Forum OpenACS Improvement Proposals (TIPs): Tip#93: Add optional support to automatically remove smart quotes from textareas

A common and documented problem with text input is having cruft coming from Microsoft smart quotes and other Word specific characters.

What is being proposed?

- Add new procedure to utilities-procs.tcl
- Add parameters to acs-mail-lite and acs-templating to enable/disable this feature when sending email and submitting/retreiving richtext and textarea values respectivly

Advantages

This solves a common problem with text formatting that always gets noticed by users when content is pasted into a text area from MS Word.

Disadvantages

The submitted data gets modified when it is inserted into the database.

This is a much needed feature. Especially since I find users draft stuff up in Word, then copy/paste into a blog for example.

It isn't just smart quotes that needs to be handled. I use the following regular expressions in a perl script to replace other smart stuff.

# Replace MS stuff.
$content =~ s/\342\200\230/'/g;
$content =~ s/\342\200\231/'/g;
$content =~ s/\342\200\246/.../g;
$content =~ s/\342\200\223/-/g;
$content =~ s/\240/|/g;
$content =~ s/\342\200\234/"/g;
$content =~ s/\342\200\235/"/g;

So dashes, dots, and pipes are also affected.

I don't think it is a drawback if the submitted data gets modified for display on the web. After all if we don't modify it the text formatting is strange.

Approved.

In general we should move towards storing user input as Unicode in the database and then depend on the display logic to take care of presenting pages with browser/html friendly text as needed (which should be the default).
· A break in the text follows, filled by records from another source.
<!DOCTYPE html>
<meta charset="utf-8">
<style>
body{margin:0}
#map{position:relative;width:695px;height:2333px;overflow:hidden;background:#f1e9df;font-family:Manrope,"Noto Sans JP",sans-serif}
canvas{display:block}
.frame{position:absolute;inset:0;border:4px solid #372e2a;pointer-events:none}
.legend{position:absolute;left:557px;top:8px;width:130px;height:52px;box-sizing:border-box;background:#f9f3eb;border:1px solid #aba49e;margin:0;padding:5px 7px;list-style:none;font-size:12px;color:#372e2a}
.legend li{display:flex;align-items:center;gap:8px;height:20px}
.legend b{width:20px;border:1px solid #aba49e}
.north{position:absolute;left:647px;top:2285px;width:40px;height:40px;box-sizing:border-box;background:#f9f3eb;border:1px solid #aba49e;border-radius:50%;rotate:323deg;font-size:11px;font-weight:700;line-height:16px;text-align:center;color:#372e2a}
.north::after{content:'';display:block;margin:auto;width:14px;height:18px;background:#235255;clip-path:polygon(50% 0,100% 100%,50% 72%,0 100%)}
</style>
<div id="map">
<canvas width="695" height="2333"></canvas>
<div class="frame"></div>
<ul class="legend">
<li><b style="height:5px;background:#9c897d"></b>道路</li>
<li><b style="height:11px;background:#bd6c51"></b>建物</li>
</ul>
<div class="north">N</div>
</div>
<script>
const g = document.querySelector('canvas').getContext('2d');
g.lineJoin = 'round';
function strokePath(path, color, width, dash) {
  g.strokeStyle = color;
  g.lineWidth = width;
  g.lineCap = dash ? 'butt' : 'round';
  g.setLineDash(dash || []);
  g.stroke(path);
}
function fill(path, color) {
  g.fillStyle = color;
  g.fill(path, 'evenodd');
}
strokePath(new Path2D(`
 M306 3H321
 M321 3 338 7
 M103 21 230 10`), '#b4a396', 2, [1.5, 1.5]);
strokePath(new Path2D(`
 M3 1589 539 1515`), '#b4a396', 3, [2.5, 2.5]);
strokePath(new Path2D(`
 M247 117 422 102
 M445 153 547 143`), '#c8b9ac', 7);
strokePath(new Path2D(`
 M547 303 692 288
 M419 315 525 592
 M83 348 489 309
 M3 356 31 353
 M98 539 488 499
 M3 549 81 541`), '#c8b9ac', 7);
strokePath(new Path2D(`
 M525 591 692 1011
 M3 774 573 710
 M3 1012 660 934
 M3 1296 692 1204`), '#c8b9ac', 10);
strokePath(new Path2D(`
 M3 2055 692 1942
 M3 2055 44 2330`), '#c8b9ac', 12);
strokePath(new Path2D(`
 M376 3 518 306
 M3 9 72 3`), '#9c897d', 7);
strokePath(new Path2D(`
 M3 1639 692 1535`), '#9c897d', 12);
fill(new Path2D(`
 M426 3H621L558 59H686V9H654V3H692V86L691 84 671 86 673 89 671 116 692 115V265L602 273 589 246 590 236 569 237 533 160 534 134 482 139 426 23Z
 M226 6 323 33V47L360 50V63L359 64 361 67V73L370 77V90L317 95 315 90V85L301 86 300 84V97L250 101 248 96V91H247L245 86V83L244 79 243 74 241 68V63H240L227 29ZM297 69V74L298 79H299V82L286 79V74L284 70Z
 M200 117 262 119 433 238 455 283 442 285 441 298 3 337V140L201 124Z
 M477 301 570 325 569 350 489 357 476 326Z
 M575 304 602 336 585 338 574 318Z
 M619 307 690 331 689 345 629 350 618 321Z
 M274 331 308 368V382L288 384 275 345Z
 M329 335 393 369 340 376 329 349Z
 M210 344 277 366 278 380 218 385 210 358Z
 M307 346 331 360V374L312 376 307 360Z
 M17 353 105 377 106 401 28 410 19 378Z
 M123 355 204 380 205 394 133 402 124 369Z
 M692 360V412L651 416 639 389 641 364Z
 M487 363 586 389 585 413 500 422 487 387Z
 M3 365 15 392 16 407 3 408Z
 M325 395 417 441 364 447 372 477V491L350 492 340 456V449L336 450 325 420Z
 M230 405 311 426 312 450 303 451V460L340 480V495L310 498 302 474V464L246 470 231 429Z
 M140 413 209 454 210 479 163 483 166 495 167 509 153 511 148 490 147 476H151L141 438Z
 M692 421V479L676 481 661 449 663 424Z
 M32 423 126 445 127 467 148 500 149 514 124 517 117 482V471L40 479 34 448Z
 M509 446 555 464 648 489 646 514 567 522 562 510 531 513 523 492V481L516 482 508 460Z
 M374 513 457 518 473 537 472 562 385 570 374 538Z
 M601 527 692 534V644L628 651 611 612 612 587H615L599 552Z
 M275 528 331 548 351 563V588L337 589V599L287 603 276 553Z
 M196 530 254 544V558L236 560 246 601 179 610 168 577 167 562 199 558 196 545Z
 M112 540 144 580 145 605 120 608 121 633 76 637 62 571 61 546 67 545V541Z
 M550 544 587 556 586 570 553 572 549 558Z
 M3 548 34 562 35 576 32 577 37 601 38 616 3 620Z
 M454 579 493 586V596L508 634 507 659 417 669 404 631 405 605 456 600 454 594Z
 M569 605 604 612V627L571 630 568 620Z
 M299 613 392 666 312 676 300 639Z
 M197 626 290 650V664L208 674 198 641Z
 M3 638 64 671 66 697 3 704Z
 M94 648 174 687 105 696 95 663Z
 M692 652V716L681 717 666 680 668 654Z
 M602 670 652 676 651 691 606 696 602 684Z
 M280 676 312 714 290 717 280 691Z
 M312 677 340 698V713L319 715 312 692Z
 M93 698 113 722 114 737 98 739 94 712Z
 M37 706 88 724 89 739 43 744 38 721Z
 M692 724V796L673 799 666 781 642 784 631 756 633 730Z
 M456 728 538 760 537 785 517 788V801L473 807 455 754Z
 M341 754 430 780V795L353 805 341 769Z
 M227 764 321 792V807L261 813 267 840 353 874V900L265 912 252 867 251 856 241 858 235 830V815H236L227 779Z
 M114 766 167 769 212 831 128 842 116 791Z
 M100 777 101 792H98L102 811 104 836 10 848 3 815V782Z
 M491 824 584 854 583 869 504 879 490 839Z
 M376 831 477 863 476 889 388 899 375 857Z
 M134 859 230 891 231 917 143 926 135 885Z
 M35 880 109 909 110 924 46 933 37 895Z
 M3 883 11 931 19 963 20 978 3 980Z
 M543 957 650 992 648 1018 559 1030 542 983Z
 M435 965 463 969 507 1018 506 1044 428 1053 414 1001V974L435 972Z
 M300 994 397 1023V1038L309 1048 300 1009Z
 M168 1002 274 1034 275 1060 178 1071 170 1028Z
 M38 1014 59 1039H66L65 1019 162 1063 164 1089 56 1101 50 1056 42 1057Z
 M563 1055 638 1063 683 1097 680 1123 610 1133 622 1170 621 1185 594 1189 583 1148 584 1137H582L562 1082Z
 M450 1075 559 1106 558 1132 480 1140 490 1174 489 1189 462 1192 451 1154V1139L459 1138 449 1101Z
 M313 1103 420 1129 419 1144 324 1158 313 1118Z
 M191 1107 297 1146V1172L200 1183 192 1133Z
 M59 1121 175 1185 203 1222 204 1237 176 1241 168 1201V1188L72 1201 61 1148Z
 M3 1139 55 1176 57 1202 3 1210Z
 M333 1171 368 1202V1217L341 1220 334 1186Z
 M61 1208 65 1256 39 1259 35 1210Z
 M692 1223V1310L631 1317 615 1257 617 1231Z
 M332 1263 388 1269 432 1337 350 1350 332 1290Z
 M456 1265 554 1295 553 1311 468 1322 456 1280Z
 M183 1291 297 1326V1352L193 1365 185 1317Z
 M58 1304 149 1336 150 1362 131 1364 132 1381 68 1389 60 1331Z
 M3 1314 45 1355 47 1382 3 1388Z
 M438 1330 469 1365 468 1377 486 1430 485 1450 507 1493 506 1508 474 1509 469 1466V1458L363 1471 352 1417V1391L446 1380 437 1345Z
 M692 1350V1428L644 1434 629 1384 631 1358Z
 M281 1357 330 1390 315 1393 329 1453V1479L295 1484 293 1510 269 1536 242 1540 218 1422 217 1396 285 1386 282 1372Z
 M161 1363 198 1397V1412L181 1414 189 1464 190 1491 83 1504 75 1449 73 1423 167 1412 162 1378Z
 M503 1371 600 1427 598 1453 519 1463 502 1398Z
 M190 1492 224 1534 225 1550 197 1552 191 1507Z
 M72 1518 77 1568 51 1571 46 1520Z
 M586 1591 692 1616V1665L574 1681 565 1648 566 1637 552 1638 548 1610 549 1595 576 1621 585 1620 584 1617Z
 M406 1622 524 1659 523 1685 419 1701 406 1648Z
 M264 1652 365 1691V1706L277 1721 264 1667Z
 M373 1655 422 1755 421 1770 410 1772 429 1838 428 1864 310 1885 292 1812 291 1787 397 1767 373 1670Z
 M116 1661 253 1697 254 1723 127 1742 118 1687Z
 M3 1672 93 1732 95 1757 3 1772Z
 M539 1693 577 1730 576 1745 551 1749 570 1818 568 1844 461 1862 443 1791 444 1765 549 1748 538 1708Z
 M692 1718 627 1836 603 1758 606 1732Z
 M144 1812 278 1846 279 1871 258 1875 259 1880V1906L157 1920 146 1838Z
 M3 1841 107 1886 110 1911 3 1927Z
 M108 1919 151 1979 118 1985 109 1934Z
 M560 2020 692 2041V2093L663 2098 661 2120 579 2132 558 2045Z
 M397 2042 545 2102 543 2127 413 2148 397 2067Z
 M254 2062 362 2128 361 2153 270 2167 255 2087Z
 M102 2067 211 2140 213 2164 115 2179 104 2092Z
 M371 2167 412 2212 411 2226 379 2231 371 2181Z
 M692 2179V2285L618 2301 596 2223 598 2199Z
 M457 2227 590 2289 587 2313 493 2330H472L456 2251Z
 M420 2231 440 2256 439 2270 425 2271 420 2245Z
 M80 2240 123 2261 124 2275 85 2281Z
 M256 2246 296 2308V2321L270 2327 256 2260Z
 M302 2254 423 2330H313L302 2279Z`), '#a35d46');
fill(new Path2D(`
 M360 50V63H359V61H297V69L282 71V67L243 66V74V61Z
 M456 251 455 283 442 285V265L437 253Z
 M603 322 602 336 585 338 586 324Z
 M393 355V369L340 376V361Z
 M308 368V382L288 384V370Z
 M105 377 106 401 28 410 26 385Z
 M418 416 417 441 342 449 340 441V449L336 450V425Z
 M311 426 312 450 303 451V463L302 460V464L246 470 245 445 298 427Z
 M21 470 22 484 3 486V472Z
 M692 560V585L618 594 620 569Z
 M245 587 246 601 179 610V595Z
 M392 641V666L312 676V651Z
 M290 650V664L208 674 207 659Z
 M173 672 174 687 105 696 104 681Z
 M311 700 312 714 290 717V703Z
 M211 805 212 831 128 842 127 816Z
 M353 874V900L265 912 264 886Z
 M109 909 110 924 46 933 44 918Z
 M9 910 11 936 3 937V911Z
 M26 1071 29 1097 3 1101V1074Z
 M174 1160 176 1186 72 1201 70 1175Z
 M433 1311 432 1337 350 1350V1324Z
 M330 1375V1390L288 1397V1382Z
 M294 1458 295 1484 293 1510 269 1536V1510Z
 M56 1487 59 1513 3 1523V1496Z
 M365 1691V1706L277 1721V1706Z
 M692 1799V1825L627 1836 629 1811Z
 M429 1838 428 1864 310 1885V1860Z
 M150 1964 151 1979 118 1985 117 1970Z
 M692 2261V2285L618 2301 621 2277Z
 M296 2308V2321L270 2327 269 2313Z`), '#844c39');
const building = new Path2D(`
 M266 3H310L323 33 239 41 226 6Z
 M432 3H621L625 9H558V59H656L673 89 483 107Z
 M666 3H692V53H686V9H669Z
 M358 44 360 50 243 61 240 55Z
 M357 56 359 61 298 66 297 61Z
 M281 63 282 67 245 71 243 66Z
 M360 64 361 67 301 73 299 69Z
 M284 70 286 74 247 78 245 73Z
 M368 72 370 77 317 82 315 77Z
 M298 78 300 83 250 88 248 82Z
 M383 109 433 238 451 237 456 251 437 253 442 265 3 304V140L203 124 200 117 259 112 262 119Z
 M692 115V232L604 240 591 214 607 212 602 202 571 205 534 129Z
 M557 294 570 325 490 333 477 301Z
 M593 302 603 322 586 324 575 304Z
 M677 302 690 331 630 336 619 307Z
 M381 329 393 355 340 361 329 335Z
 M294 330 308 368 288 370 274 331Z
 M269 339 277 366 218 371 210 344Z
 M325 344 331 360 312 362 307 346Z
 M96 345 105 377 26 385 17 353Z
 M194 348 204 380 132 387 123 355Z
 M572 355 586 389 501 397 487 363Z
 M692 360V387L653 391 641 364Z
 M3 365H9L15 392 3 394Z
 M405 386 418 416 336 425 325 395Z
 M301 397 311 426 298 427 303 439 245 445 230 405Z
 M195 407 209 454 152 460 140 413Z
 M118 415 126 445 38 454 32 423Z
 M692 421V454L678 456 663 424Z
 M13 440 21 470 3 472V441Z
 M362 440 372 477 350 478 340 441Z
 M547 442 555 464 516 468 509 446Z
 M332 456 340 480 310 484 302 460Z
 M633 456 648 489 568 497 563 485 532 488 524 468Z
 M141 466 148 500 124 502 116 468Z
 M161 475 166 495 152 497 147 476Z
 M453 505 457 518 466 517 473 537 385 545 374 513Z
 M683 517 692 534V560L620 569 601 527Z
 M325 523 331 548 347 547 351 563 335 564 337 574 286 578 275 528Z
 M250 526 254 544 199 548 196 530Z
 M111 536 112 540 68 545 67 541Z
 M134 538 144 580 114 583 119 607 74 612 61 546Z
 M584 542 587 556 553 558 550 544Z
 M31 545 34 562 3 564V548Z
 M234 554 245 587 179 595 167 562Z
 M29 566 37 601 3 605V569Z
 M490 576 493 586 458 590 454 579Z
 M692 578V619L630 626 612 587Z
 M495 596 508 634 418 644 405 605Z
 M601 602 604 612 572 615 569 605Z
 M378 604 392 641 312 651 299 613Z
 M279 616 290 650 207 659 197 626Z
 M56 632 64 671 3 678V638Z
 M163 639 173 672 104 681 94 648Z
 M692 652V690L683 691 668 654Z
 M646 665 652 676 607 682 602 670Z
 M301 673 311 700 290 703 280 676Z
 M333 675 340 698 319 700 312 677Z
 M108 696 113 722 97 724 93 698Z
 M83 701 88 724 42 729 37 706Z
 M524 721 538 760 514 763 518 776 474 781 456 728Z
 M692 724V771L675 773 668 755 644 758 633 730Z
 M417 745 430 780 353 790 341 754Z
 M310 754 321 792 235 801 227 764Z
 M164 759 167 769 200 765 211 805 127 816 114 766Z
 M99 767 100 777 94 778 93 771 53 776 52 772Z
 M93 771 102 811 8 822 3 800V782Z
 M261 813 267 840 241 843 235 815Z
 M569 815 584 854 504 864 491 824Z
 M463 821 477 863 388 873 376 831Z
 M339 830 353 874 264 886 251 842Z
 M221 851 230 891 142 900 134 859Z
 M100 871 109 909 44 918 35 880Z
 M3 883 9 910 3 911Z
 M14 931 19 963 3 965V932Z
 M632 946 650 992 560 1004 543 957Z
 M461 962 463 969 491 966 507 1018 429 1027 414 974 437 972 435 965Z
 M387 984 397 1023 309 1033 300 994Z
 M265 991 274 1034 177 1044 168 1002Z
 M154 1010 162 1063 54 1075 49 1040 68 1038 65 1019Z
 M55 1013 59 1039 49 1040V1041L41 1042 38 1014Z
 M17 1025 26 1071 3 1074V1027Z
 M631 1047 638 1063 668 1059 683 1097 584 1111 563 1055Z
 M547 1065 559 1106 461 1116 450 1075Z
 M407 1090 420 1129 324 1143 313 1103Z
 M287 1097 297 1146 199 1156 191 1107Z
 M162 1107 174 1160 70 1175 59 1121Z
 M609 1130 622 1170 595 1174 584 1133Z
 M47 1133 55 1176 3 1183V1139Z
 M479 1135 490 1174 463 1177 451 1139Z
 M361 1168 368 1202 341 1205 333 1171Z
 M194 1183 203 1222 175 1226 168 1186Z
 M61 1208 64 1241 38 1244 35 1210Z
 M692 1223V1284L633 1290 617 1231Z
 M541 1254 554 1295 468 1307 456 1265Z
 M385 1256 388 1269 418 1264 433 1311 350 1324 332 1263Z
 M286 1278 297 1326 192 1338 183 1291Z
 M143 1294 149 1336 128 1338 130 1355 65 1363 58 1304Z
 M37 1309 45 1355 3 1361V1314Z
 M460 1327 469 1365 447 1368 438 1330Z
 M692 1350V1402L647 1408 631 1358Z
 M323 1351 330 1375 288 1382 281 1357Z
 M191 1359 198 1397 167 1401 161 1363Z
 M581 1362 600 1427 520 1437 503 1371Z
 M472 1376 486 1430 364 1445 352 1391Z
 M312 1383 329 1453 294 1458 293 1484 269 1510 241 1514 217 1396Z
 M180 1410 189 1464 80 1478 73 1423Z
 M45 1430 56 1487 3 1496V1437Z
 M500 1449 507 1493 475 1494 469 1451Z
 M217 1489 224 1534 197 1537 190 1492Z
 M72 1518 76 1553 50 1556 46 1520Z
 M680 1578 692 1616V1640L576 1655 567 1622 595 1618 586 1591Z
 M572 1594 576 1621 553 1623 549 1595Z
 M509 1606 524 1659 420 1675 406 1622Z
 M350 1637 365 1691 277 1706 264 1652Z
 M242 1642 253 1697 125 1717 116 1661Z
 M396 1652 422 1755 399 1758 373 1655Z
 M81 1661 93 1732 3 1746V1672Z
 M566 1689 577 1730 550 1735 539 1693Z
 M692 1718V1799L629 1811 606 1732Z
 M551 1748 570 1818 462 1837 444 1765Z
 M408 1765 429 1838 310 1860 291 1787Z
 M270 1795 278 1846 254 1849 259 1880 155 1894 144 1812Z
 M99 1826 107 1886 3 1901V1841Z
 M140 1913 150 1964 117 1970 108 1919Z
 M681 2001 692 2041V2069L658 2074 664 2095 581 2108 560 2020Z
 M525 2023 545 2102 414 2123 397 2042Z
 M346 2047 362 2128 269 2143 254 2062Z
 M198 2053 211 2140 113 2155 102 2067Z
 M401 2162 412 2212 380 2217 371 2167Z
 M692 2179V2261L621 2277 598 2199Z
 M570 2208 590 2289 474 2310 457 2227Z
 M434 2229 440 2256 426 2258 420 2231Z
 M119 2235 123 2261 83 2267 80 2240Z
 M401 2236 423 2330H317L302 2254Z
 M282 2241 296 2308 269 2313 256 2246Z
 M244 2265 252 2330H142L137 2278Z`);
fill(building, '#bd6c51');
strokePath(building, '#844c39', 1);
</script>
E.g. this ASCII Demoroniser, which "corrects moronic Microsoft HTML": http://www.fourmilab.ch/webtools/demoroniser/

has a Unicode variant:
http://rheme.net/unmoroniser/

If we set this up correctly, we can then easily create things like valid xml feeds for content without worrying about what users type in text fields (presently I get feed validation errors for any non-typical input: e.g. special characters in German or Icelandic) and worry less about any xhtml validation errors caused by users as the cleanliness of the toolkit's markup increases with time.

Carl,

Thanks for pointing that out. Yes we do want to store the data in unicode format, it should already be formatted that way, and the fact that Word uses illegals characters is the problem. I'll take at look at unmoroniser and make sure we are converting the data properly. Basically we are just converting to regular quotes etc, which are supported in all encodings.

There isn't much hope of converting user input to unicode, the forms should only accept unicode data in the first place. (BTW, the default openacs config.tcl should be configured to support unicode input at least since 5.1, possibly earlier, you might want to check yours.)

Not sure if I got the rules right, but two yes and no nos make this approved? Interesting that nearly no OCT members bother to comment on TIPs nowadays.